Tornare alla riforma fiscale del 1972. L'ILOR Imposta locale sui redditi, è federalismo fiscale. Riviste le esenzioni, sarebbe un buon sistema per responsabilizzare i comuni. L'ILOR, come previsto dalla Legge, non fu mai applicata. l tributi furono incassati sempre dallo stato, le aliquote applicate furono sempre decise a livello nazionale e non a livello locale come prevedeva la legge. I consigli tributari furono insediati nei comuni, questi potevano esprimere un parere sulla congruità della dichiarazione e favorire la lotta all'evasione fiscale. Oggi, grazie all'informatica, tutto sarebbe anche molto più semplice di quando si doveva operare su montagne di carta.
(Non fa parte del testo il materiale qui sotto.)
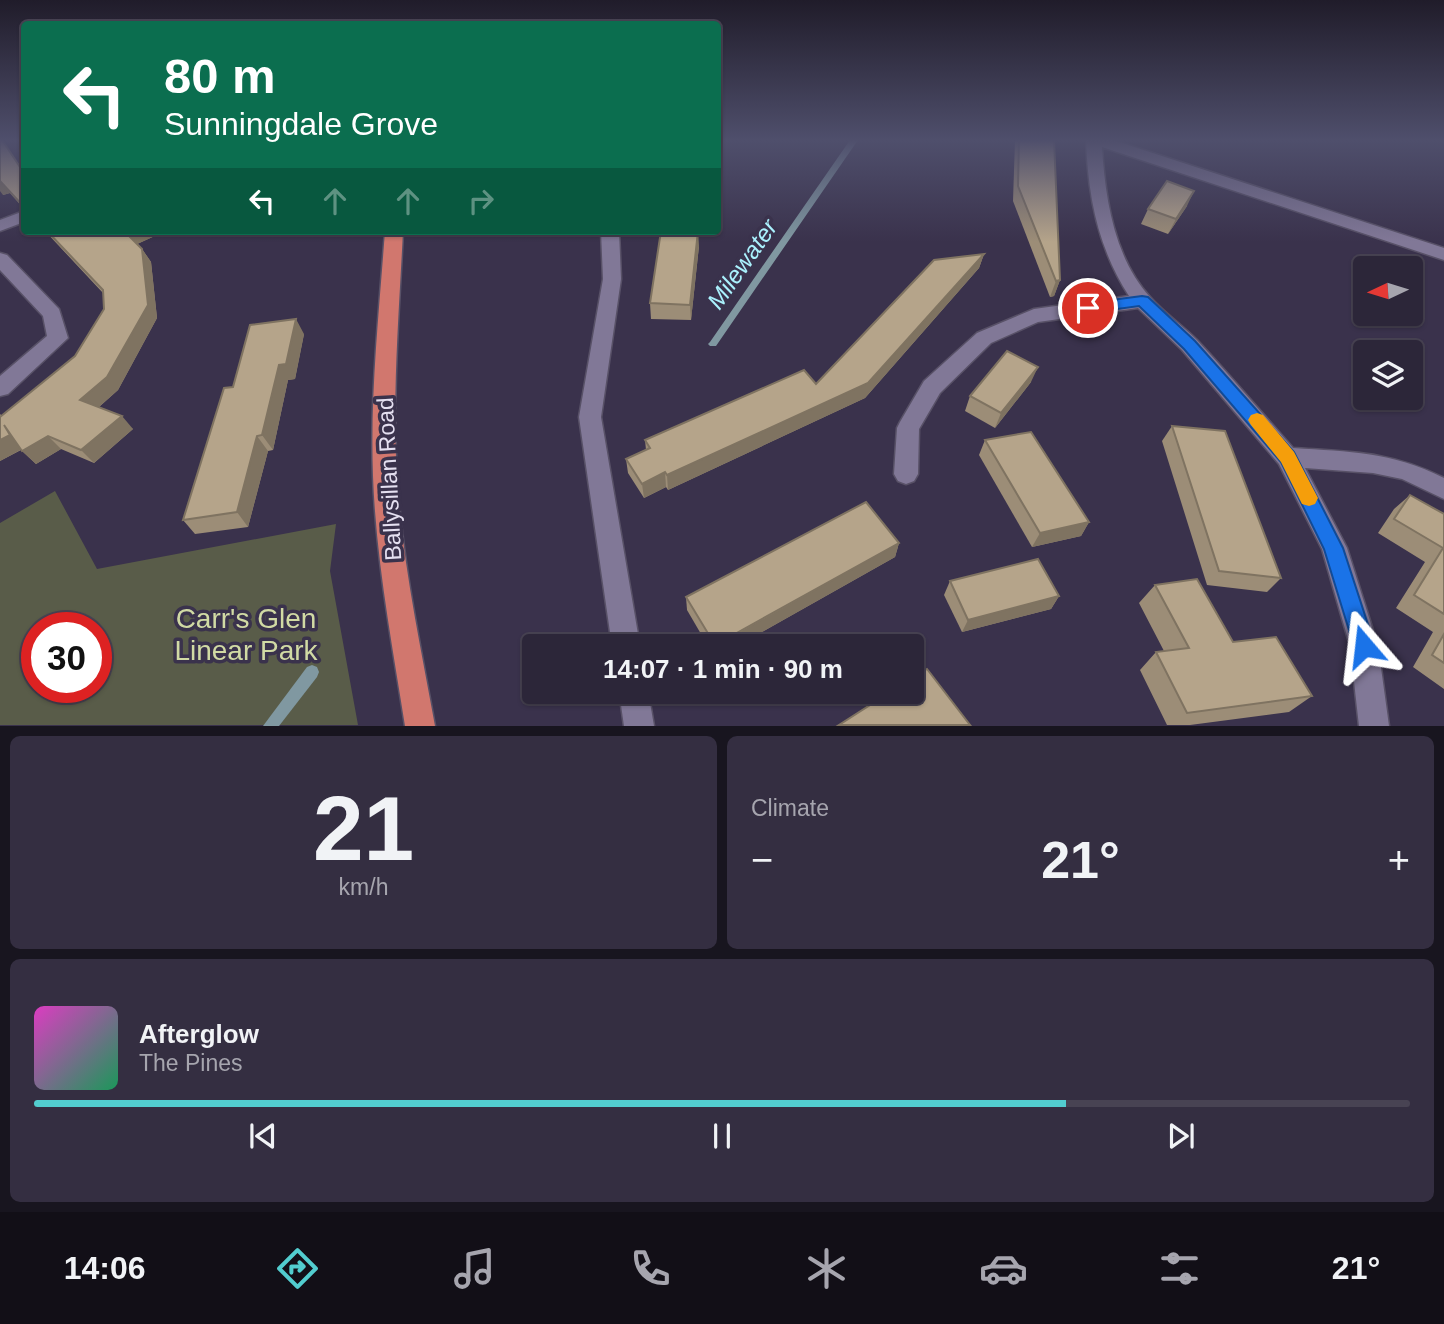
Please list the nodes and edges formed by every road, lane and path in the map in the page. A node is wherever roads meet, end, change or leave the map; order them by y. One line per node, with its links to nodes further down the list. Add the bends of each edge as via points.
1 (1096, 174): 9 (street, via 1110,242)
2 (1199, 174): 7 (street)
3 (21, 217): 4 (street)
4 (0, 226)
5 (394, 235): 16 (highway, Ballysillan Road, via 384,388 385,474 391,553)
6 (610, 235): 14 (street, via 612,279 590,417)
7 (1444, 254)
8 (0, 259): 10 (street, via 52,314 58,338)
9 (1142, 301): 11 (street, via 1198,354); 12 (street, via 1034,316 984,338 932,387 908,428)
10 (0, 388)
11 (1287, 457): 13 (street, via 1373,463 1407,470); 18 (street, via 1334,548 1364,646)
12 (906, 474)
13 (1444, 489)
14 (624, 634)
15 (636, 704): 17 (street)
16 (420, 726)
17 (639, 726)
18 (1374, 726)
Poi, fatti i conti delle conseguenze, tutto finì. Le troppe esenzioni avrebbero messo in ginocchio i comuni che non avevano fabbriche o artigiani nel loro territorio. Sono convinto che oggi, corretti gli errori e sistemate le aliquote, si potrebbe ripartire subito senza aspettare commissioni, studi, discussioni infinite che troppo spesso si limitano a cambiare i nomi alle imposte, ad apportare modifiche marginali che servono, di sovente a far arrabbiare gli operatori più che incrementare le entrate.
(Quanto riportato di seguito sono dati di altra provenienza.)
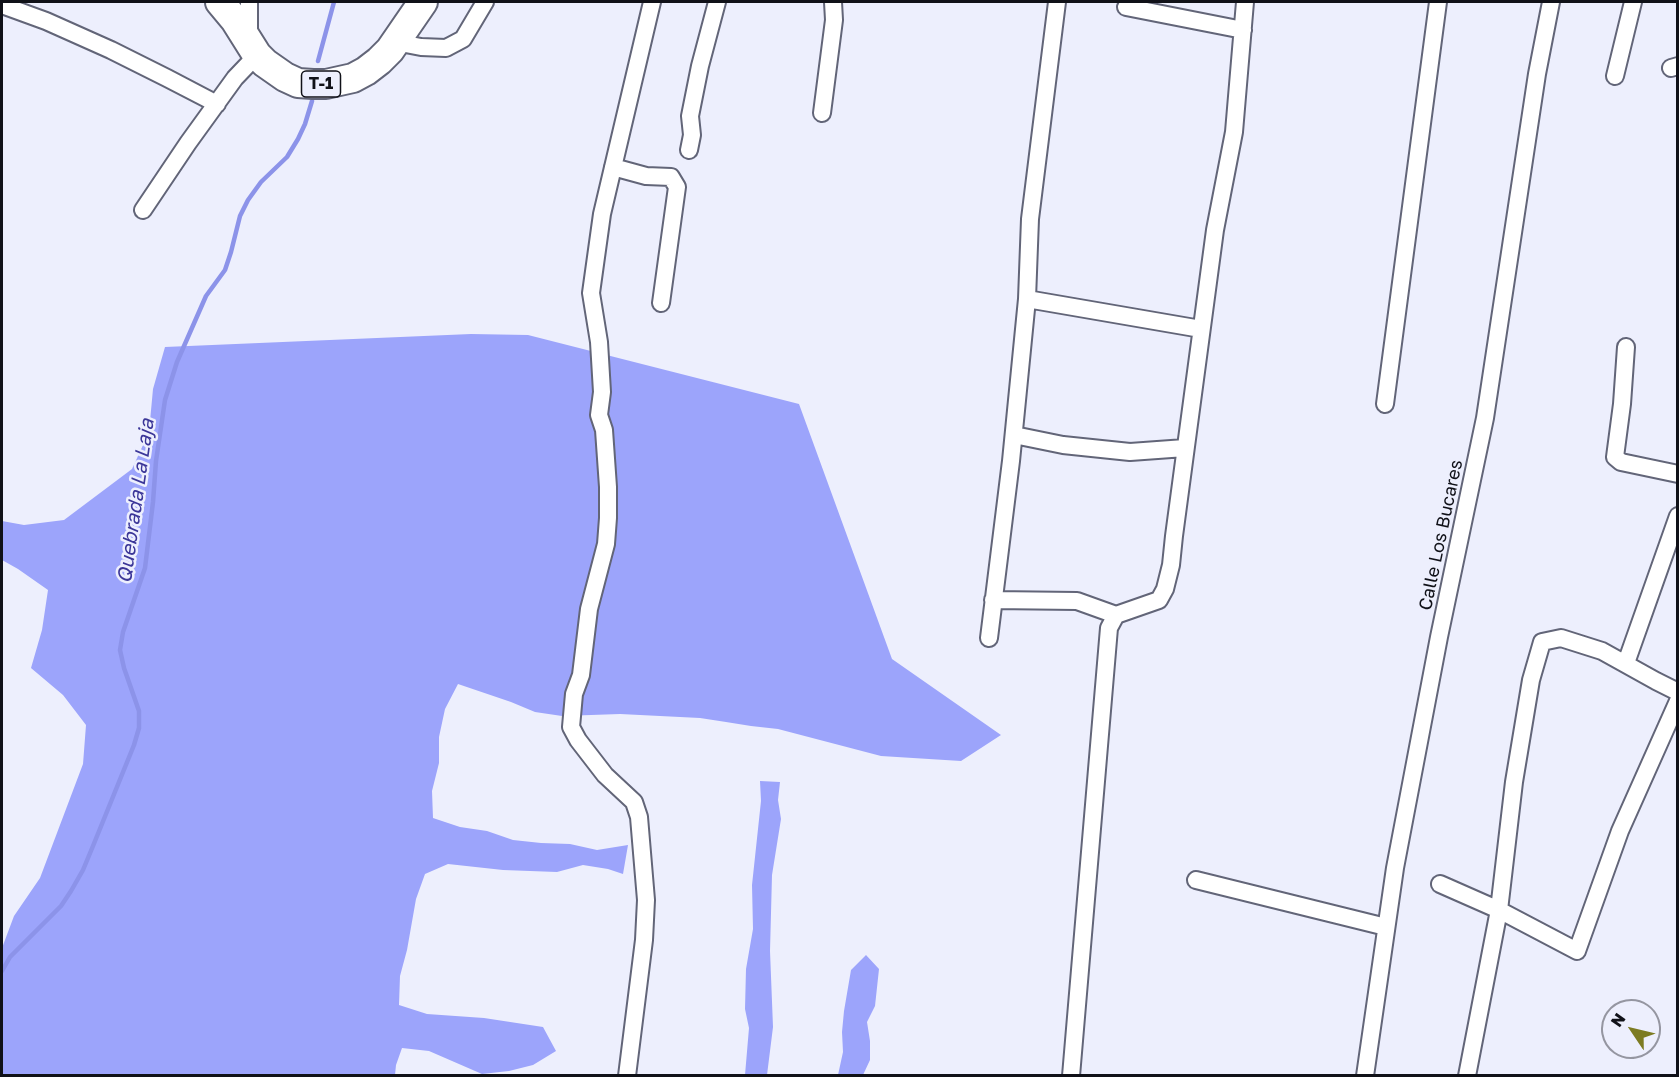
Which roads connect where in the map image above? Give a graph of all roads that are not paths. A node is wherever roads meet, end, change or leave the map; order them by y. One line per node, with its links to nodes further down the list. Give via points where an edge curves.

Ragionevole affermare che il DL varato dal Consiglio Regionale lombardo difficilemente potrà essere trasfertito sic et simpliciter a livello nazionale. Ma, al di là delle forme con cui possa essere tradotto e dell'attuazione differenziata del federalismo, ciò che credo debba costituire un punto fisso sono alcuni principi di "equità" che quel disegno contiene: 1) L'adozione del criterio del fabbisogno standard anziché della spesa storica per la determinazione dell'entità dei flussi perequativi: a parità di prestazione offerta a livello locale i costi devono essere simili in tutto il Paese o comunque variare in ragione di fattori oggettivi (composizione demografica, conformazione del territorio, ecc.). 2) L'assunzione di stime sull'intensità di evasione fiscale per la determinazione della capacità fiscale delle regioni (il parametro che ne definisce la "ricchezza" o "povertà" relativa sulla base della quale determinare l'entità dei flussi di perequazione). Cioè: tanto o poco che sia, tutti paghino il dovuto e POI si determina l'entità del supporto necessario. E' anche un modo per incentivare l'efficienza della PA laddove è più deficitaria. Cordiali saluti
L'obiettivo del federalismo non puo' e non deve essere perseverare nei trasferimenti statali deresponsabilizzanti che dietro il pretesto della perequazione producono a Sud esubero di statali, spesa pubblica clientelare ed evasione fiscale senza promuovere alcun genere di sviluppo. E' invece necessario abbandonare l'ipocrisia poco onesta secondo cui gli stipendi statali devono essere uguali e non invece commisurati al costo della vita e anche ai redditi medi delle attivita' private regione per regione. Se questa nociva ipocrisia fosse eliminata, il Sud non avrebbe alcun problema a finanziare il 100% della sua spesa pubblica locale, e non vi sarebbe alcun problema a realizzare un federalismo serio e "virtuoso", che prevede responsabilita' esclusiva di spesa ma anche di finanziamento con tasse locali su ogni competenza devoluta. Se invece non si vuole abbandonare questa nociva ipocrisia, continueremo ad avere a Sud esubero di statali, spesa pubblica eccessiva e ingiustificata, e il tradizionale sottosviluppo perenne, sia col centralismo sia con un federalismo finto.